The winter exhibition at Poznań's Art Stations Foundations presents works by both Polish artists - Zofia Kulik, Maciej Osika, Konrad Kuzyszyn, Jerzy Lewczyński and Katarzyna Górna - and international artists - Zhang Huan (China), Loretta Lux (Germany), Michael Najjar (Germany), and Thomas Hirschhorn (Switzerland) - all of whom use photography as their primary medium of expression.
The show offers an intriguing generational and thematic cross-section of works, taking the complex issue of identity at the turn of the 21st century as a common reference point. The time and place these works came into being are equally significant, yet all of them succeed in illustrating aspects of identity at the personal, social and cultural level. They also serve to unveil an iconographic richness and iconological depth that reflect the impact of social, political and historical phenomena on identity formation.
Equally crucial here is a more and more identifiable new perspective in the post-western world, where the voice and experience of artists from China and the Middle East who enter the international stage supplement significantly the vantage point of European artists. One of the characteristic features of the show is, therefore, the multiculturalism of the present.
Despite this thick network of intertwined aspects of identity and their conditions, the exhibition is quite transparent, both in terms of the works on display and the content conveyed, demonstrating the network of new relations and co-dependencies that arise between the works to furnish a vast array of different significations.
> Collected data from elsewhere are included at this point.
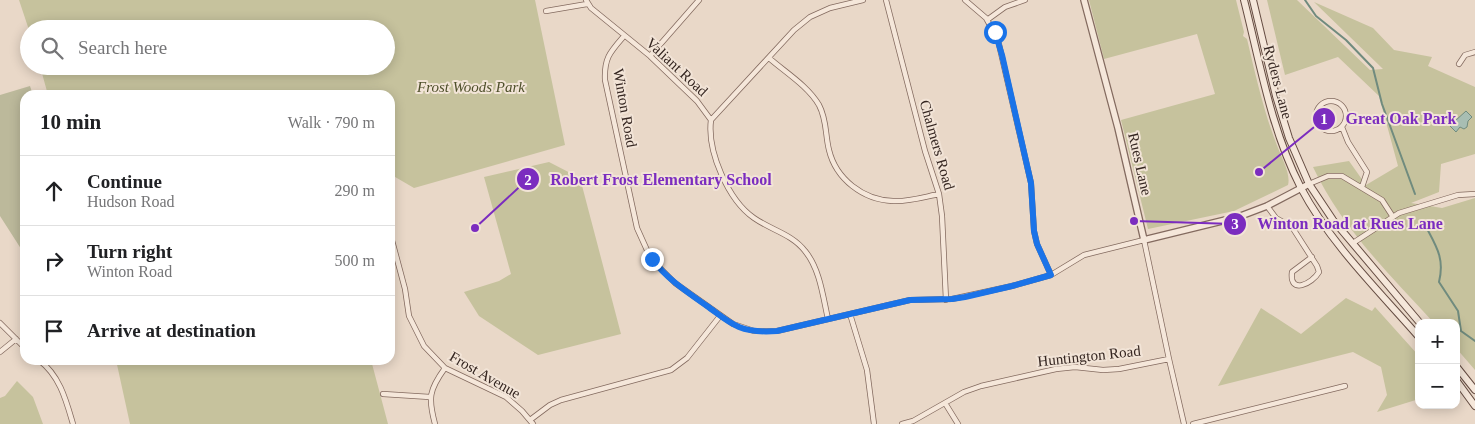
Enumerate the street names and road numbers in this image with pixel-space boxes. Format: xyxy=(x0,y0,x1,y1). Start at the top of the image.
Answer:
street label: Valiant Road xyxy=(643,35,711,100)
street label: Ryders Lane xyxy=(1260,43,1296,121)
street label: Winton Road xyxy=(610,67,640,149)
street label: Chalmers Road xyxy=(917,98,958,192)
street label: Rues Lane xyxy=(1125,131,1155,197)
street label: Huntington Road xyxy=(1037,343,1142,369)
street label: Frost Avenue xyxy=(447,348,524,402)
Two floors of the show are dedicated to a series of works by Zhang Huan (b. 1965), a major representative of contemporary Chinese art. Zhang Huan is the youngest exponent of a new wave of artists that emerged from China in the early 1990s. In his art, Zhang Huan makes use of a whole gamut of media, ranging from performance through photography to installation, sculpture and painting with ash. The show in Art Stations will present two suites of photographs, Shanghai Family Tree, 2001 and Foam, 1998. As to their underlying message, both series attempt to take a middle position between the impact of society and family ties and the role of fate in identity formation and the development of a particular place for the artist as an autonomous being in family and social life. Thus, identity and a widely-construed spirituality is the principal motif of both series.
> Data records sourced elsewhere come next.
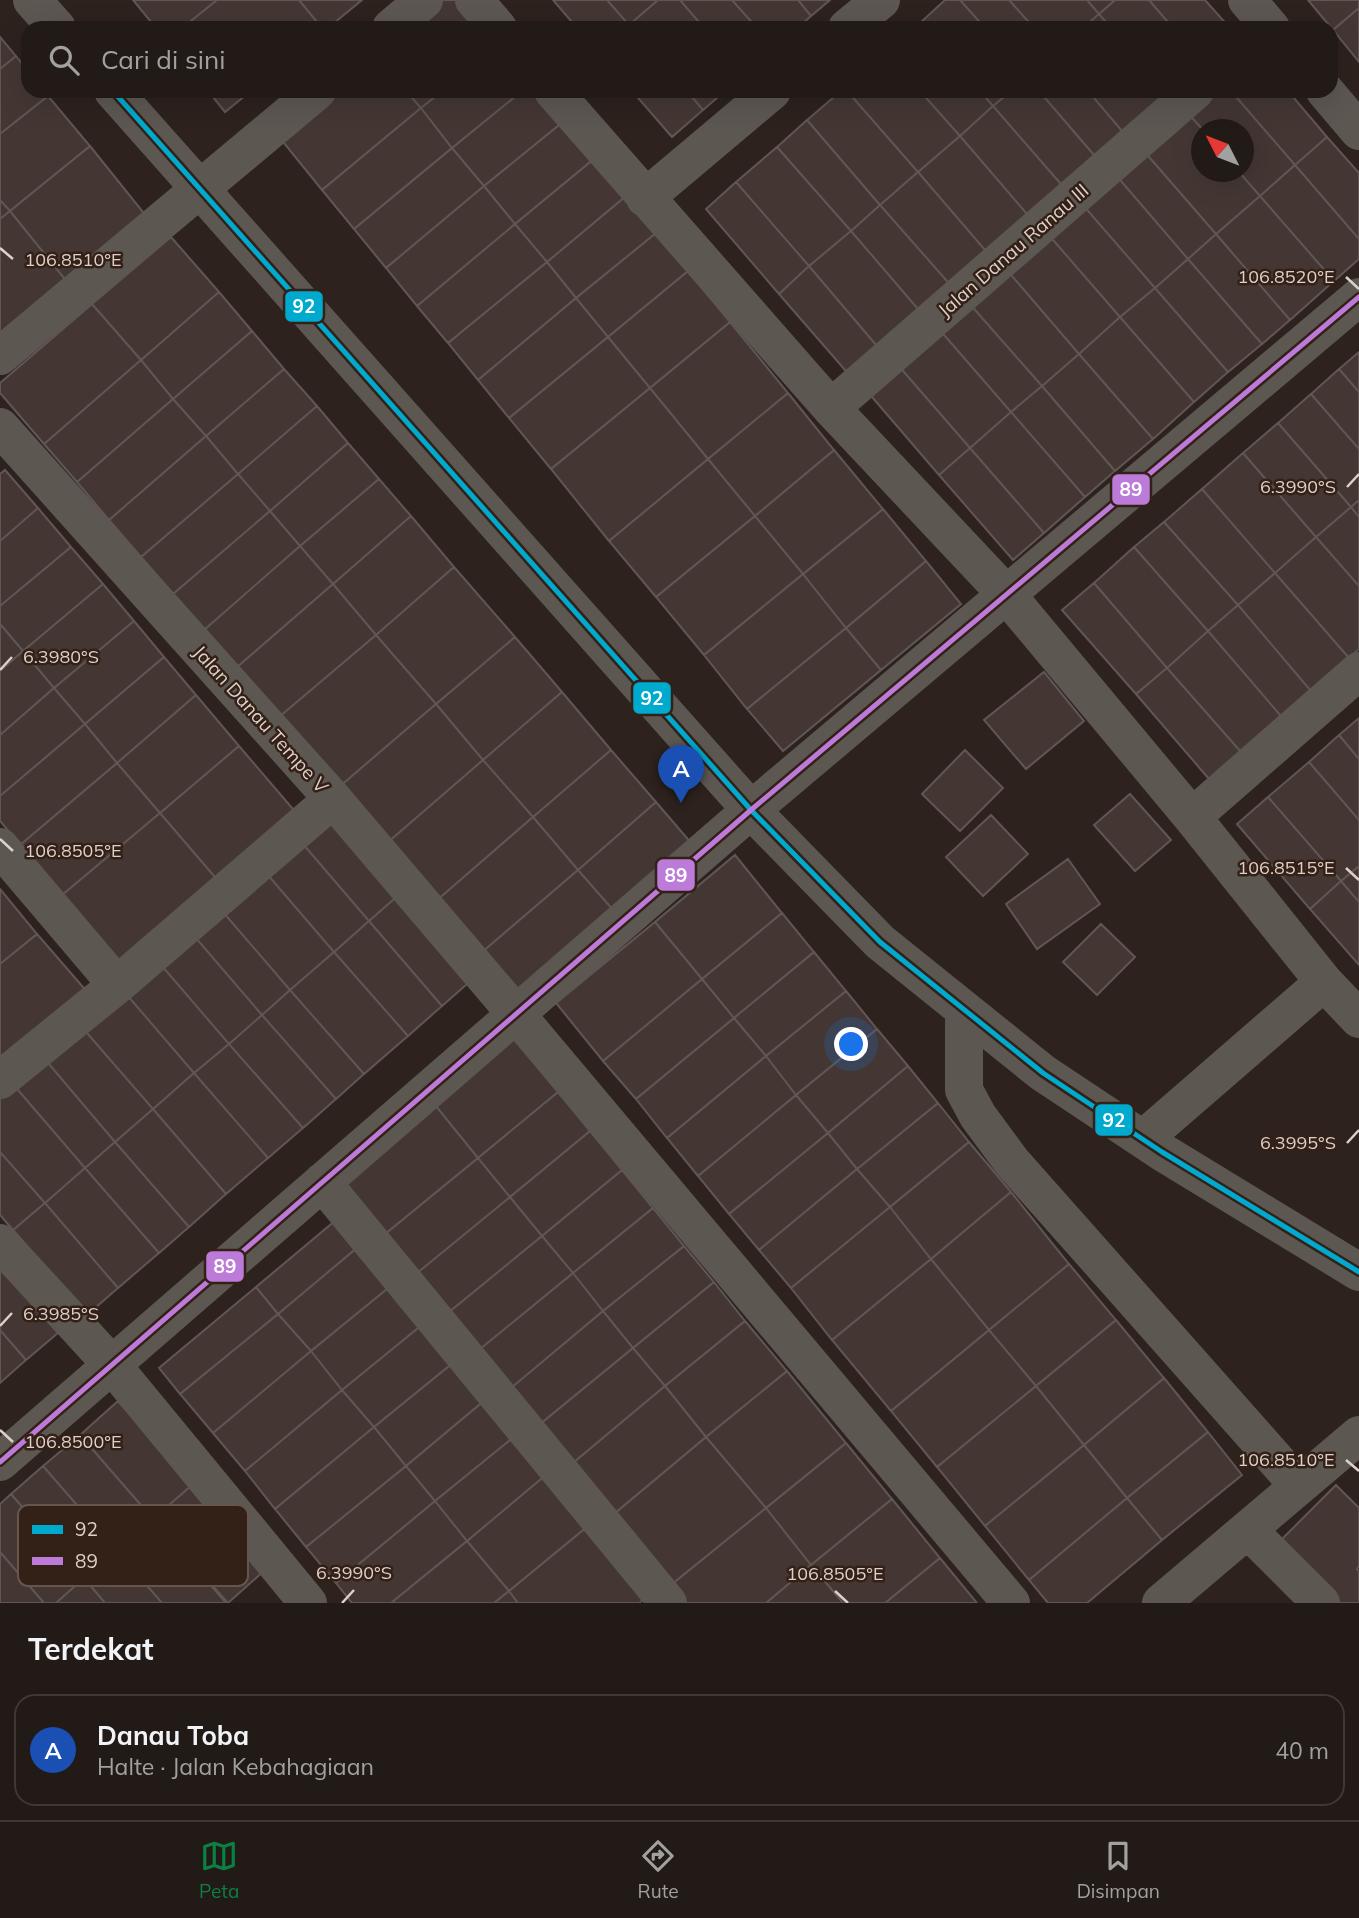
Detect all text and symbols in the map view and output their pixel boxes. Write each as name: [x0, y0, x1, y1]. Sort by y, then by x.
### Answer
search box: [21, 21, 1338, 98]
icon: search: [45, 41, 83, 79]
text: Cari di sini: [101, 43, 225, 76]
north arrow: [1191, 119, 1254, 182]
street label: Jalan Danau Ranau III: [933, 178, 1093, 322]
text: 106.8510°E: [25, 248, 121, 271]
text: 106.8520°E: [1238, 265, 1334, 288]
line badge: 92: [284, 290, 324, 323]
text: 92: [293, 294, 315, 318]
line badge: 89: [1111, 473, 1151, 506]
text: 6.3990°S: [1260, 475, 1336, 498]
text: 89: [1120, 477, 1142, 501]
street label: Jalan Danau Tempe V: [188, 640, 334, 798]
text: 6.3980°S: [23, 645, 99, 668]
line badge: 92: [632, 681, 672, 715]
text: 92: [641, 686, 663, 710]
pin: A: [658, 745, 704, 803]
text: 106.8505°E: [25, 839, 121, 862]
text: 106.8515°E: [1238, 856, 1334, 879]
line badge: 89: [656, 858, 696, 892]
text: 89: [665, 863, 687, 887]
your location: [834, 1027, 868, 1061]
line badge: 92: [1094, 1103, 1134, 1137]
text: 92: [1103, 1108, 1125, 1132]
text: 6.3995°S: [1260, 1131, 1336, 1154]
line badge: 89: [205, 1250, 245, 1283]
text: 89: [214, 1254, 236, 1278]
text: 6.3985°S: [23, 1302, 99, 1325]
text: 106.8500°E: [25, 1430, 121, 1453]
text: 106.8510°E: [1238, 1448, 1334, 1471]
legend: [18, 1505, 248, 1586]
text: 92: [75, 1517, 98, 1541]
text: 89: [75, 1549, 98, 1573]
text: 6.3990°S: [316, 1561, 392, 1584]
text: 106.8505°E: [787, 1562, 883, 1585]
text: Terdekat: [28, 1630, 154, 1668]
text: Danau Toba: [97, 1719, 249, 1752]
text: A: [44, 1736, 62, 1765]
text: 40 m: [1275, 1736, 1329, 1765]
text: Halte · Jalan Kebahagiaan: [97, 1752, 374, 1781]
tab: Peta: [199, 1837, 239, 1903]
tab: Rute: [638, 1837, 679, 1903]
tab: Disimpan: [1077, 1837, 1160, 1903]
Iconographic evocativeness and multiple meanings can be also found in the works of Zofia Kulik. The show presents Self-Magnificence V (Mother, Daughter, Partner), 2007. In the context of thinking about identity, the tripartite subtitle is an important introduction into the inner realm of the work. Extensive archives of gathered, defined and arranged objects and gestures are the initial form of the work. Both the air of the works and their choice are characteristic of Zofia Kulik. Through a very precise self-definition, the artist strives to partake in existence as much as possible, to be a fragment of "the portrayed wholeness of existence", of which she herself feels part and parcel.
It is the dormant force discovered in the ability of self-determination, a medium also found in portraits by Maciej Osika or a work in the Madonnas series by Katarzyna Górna that points to a parallel dimension of identity contained within the sexual. In Osika, this is a record of the artist's extraordinary ability to become a woman and the mastery of showing himself as an "androgynous being", balancing off the related female and male elements within his own psychosomatic self. Another equally bold revaluation is attempted by Katarzyna Górna, who struggling with women's gender roles, also fights for the renewal of the visual tradition, assigning a new dimension to historical iconography. Here the entire body of a woman is a source of deliverance despite layers of historical connotations that put its freedom into question.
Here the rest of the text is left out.